第19話 気をつけるべきは仲間
翌朝、俺達は資金集めのために冒険者ギルドへ行くことにした。
「それにしてもアルマ、ギルドの建物だけでもこの街に三つもあるってすごいな……」
俺とアカ、イリルは田舎の方の出身なので建物がたくさんあると言う光景にまだ馴染みきれていないのだ。
「とりあえずここから一番近いところでいいんじゃないですか?」
フェルビンがやけに艶のある髪を撫でながらそう言う。
「なんかフェルビン髪綺麗じゃない⁉︎」
イリルが興味津々で聞くと、フェルビンは待ってましたと言わんばかりの顔でペラペラと説明し出した。

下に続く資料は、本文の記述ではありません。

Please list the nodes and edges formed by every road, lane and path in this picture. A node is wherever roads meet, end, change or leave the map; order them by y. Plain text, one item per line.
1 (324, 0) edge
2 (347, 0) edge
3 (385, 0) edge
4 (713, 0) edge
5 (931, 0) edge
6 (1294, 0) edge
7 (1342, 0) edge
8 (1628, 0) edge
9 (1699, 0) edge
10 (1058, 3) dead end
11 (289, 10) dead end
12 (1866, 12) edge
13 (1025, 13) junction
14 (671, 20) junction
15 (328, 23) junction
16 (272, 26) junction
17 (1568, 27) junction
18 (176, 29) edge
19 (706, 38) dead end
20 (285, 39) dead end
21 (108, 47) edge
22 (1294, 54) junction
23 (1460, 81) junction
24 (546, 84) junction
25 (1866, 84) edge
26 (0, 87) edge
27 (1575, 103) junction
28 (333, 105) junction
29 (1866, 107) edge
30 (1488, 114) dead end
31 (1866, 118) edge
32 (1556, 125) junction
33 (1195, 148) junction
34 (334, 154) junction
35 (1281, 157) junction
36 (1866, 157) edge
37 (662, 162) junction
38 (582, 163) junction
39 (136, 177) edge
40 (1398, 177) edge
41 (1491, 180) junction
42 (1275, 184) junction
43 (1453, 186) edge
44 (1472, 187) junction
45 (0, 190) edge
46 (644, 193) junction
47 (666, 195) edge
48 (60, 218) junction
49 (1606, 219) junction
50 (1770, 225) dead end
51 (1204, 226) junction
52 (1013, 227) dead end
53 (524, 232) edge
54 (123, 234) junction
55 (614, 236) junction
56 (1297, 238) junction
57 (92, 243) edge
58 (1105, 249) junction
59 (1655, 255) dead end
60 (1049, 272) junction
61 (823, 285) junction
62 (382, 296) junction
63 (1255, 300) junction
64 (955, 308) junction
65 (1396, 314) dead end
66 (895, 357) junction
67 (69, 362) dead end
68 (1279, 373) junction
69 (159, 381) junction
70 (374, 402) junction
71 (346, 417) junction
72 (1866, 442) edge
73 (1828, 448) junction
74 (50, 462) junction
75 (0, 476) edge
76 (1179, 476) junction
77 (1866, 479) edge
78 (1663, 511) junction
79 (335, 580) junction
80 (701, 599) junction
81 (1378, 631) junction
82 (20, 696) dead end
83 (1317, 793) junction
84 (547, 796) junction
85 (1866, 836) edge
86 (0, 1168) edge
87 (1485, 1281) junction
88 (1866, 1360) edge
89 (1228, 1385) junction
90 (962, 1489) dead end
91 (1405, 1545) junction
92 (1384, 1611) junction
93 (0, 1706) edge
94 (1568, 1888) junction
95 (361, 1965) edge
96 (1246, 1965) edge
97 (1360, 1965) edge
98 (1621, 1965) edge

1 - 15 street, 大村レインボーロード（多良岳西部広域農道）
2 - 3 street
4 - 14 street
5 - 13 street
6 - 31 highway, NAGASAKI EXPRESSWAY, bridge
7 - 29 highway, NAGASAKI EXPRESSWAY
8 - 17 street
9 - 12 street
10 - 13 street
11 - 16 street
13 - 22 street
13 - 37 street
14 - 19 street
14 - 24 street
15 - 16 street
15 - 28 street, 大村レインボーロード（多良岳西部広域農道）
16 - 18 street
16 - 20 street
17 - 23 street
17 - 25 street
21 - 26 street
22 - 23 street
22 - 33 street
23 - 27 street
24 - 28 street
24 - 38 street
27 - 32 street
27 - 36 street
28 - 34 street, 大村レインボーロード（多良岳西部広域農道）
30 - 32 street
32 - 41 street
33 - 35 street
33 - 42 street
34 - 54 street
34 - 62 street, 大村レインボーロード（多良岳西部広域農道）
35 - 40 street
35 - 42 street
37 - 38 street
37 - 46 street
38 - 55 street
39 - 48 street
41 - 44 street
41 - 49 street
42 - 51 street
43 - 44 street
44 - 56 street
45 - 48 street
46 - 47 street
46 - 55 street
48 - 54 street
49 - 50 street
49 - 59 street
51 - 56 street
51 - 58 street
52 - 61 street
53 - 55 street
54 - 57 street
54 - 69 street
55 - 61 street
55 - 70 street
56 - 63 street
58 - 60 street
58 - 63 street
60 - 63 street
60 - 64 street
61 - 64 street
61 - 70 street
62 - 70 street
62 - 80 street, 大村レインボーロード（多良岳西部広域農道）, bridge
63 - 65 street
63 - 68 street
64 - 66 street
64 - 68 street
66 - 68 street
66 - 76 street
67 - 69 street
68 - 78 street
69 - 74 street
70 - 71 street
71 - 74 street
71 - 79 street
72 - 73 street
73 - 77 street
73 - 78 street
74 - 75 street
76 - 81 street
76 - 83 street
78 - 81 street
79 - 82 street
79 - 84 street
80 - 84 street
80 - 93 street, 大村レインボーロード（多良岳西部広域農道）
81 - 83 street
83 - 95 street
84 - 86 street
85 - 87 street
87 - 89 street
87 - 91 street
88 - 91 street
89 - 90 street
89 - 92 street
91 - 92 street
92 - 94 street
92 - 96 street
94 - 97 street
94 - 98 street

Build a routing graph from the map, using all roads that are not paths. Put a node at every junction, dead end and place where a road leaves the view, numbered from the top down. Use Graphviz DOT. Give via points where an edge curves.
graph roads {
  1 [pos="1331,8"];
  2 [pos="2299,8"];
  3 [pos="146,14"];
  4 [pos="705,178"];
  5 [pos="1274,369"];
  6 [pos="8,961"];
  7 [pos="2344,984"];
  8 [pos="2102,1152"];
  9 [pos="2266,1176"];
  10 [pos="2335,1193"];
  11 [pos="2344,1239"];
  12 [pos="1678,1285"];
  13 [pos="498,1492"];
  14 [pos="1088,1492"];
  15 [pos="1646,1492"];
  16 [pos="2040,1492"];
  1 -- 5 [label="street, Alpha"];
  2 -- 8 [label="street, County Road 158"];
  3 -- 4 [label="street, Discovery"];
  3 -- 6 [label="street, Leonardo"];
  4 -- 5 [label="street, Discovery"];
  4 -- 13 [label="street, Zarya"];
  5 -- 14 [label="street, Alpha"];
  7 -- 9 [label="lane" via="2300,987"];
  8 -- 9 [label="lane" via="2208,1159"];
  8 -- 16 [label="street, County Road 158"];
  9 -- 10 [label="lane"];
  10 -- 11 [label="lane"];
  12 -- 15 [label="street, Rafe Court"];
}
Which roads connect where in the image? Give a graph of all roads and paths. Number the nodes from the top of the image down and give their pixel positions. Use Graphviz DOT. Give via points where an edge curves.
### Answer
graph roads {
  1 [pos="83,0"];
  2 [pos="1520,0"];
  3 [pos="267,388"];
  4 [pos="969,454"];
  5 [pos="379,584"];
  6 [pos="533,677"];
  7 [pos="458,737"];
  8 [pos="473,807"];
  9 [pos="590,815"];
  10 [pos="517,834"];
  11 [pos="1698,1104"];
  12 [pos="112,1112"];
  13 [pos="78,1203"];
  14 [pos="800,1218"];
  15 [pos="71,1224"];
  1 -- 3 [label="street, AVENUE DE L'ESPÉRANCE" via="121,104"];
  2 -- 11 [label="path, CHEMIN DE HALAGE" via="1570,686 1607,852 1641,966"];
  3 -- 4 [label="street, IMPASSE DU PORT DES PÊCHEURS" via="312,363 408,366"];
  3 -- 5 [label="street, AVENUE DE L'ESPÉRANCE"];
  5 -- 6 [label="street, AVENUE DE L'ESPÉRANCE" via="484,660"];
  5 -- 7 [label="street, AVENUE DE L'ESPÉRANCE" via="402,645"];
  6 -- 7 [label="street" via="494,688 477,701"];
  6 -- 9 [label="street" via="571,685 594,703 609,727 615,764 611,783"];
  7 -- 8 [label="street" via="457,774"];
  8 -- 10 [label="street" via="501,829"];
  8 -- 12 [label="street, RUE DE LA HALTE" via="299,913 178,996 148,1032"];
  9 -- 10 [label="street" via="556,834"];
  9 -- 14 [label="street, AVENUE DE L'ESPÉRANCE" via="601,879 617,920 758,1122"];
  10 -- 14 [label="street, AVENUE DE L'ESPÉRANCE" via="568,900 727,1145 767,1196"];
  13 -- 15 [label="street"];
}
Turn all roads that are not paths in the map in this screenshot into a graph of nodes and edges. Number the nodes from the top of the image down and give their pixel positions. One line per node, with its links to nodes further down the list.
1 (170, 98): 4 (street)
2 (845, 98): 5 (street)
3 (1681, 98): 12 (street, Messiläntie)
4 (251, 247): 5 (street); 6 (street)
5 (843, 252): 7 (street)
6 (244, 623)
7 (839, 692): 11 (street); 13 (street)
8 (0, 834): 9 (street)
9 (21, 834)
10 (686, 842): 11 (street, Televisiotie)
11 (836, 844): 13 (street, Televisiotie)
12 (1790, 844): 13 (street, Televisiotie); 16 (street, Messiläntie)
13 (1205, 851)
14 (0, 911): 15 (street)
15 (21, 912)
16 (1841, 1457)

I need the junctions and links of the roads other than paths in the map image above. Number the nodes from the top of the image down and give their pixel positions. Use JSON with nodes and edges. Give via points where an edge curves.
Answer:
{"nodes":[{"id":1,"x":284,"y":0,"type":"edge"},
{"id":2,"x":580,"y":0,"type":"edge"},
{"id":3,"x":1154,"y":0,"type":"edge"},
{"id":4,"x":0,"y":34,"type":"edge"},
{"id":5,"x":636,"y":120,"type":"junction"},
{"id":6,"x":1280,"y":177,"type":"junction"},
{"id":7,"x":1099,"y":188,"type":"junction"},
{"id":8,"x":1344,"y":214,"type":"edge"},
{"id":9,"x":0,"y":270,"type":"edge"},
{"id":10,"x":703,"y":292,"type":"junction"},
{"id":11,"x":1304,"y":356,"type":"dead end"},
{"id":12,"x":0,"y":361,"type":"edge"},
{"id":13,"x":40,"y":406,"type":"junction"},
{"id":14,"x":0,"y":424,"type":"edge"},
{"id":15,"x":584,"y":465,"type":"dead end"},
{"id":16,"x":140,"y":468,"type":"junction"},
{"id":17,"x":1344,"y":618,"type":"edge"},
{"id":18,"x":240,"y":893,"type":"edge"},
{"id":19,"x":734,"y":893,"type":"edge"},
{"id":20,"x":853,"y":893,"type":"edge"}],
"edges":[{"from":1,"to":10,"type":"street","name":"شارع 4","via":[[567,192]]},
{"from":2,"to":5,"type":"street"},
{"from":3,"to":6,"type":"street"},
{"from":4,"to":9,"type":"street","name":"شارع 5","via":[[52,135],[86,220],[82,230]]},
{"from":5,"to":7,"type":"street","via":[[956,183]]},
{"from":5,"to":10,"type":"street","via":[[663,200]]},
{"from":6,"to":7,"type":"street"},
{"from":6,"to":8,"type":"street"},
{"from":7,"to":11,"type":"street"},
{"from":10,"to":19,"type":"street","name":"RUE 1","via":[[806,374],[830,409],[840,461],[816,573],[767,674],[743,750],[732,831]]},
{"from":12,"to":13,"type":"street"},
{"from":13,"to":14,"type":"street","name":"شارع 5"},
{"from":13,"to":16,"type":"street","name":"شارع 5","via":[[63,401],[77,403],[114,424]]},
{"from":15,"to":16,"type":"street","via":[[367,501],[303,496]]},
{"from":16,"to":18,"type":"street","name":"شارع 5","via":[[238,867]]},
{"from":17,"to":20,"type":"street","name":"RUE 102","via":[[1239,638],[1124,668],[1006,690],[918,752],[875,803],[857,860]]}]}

「やっぱり最高級の部屋というだけあって石鹸もすごくいいものだったんです!」
いいな。これだから高い部屋は。羨ましい……
無理矢理奪い取ってやろうかな。
俺達は雑談をしながら冒険者ギルドへと向かった。
宿から五分ぐらい歩き、冒険者ギルドへと到着した。
「えっと、いい感じの依頼は……」
「アルマ、これなんてどうだ?」
俺が依頼を一通り見ていると、横からアカが割り込んできた。
「なになに?えっと、狼の群れが付近に発生。群の壊滅で十万リアスか……悪くないな」
狼というのは地球にいるようなものではなく、体長2mほどの巨大なモンスターだ。
この時期になると、森から人里へと来て、道を歩いている人を狙って食べてしまう。
かなり危険な生物だ。
悩んだ末、俺達は依頼を受けることにして街の城門前へときていた。
「身分証明証の提示を」
城門の兵士にそう言われ、俺達は冒険者登録の時にもらった冒険者カードと魔道士カードを提示した。
「よろしい」
城門の兵士はそう言って、俺達に街に出る許可をくれた。
街を出た俺達は、冒険者ギルドにもらった基本情報を元に、群の位置を探していた。
「なかなか見つからないね〜」
イリルが辺りを見回しながらそうぼやく。
探索を初めて二時間ほど経つが、俺達はいまだに狼の群れを見つけられていない。
「一旦、ここで休憩にしよう」
俺はそう言って、持参していたシートを地面に敷く。
「早く休憩しましょう」
フェルビンがそう言ってシートに座った。その時だった。
「キャー!!!!!」
後ろからイリルの悲鳴が聞こえた。
俺達が後ろを振り向くと、そこには狼の群れがいた。
数は二十匹弱というところだろうか。
「イリル!下がって後ろから支援魔法!」
「わかった!」
俺とアカがイリルの前へと出て、お狼に向かって武器を構える。
「アカ、右から頼む」
「了解!」
アカが大きく右に逸れ、一番右側にいる狼に斬りかかる。
「フェルビン!お茶淹れてないでとっとと戦ってくれよ!」
俺が後ろを向くと、そこにはシートに座って、魔法を駆使して優雅にお茶を淹れているフェルビンの姿があった。
「狼程度、アルマ達で十分じゃないですか。私は昼食の用意をしてますよ」
もう、フェルビンのことは諦めよう。
俺はそう思って、魔法を唱え始めた。
「イグニス・アークフェルド!」
俺の杖から放たれた炎の球は、狼の群れ目掛けて突っ込んでいった。
「ちょっと待てよアルマ!まだ俺が……」
……あ、そういえばアカがいたんだ……
俺の魔法を防ぐために、アカは防御魔法を詠唱し始めた。
だけどこの速度じゃ間に合わない……!
「本当にもう」
後ろからそんな声が聞こえた。直後、俺の後ろから青白い光がアカに向けて飛んでいった。
「俺……生きてるのか?」
アカが驚いたようにそう言う……
「全く、気をつけるべきは相手じゃなくて仲間でしたか……」
「ごめんなさいフェルビンさん……」
「おい、謝るなら俺だろ」
「ごめんごめんアカ」
まぁ、なんか任務も達成できたしよしとするか。
戦闘が終わった俺達は、ひとまず昼食を摂ることにした。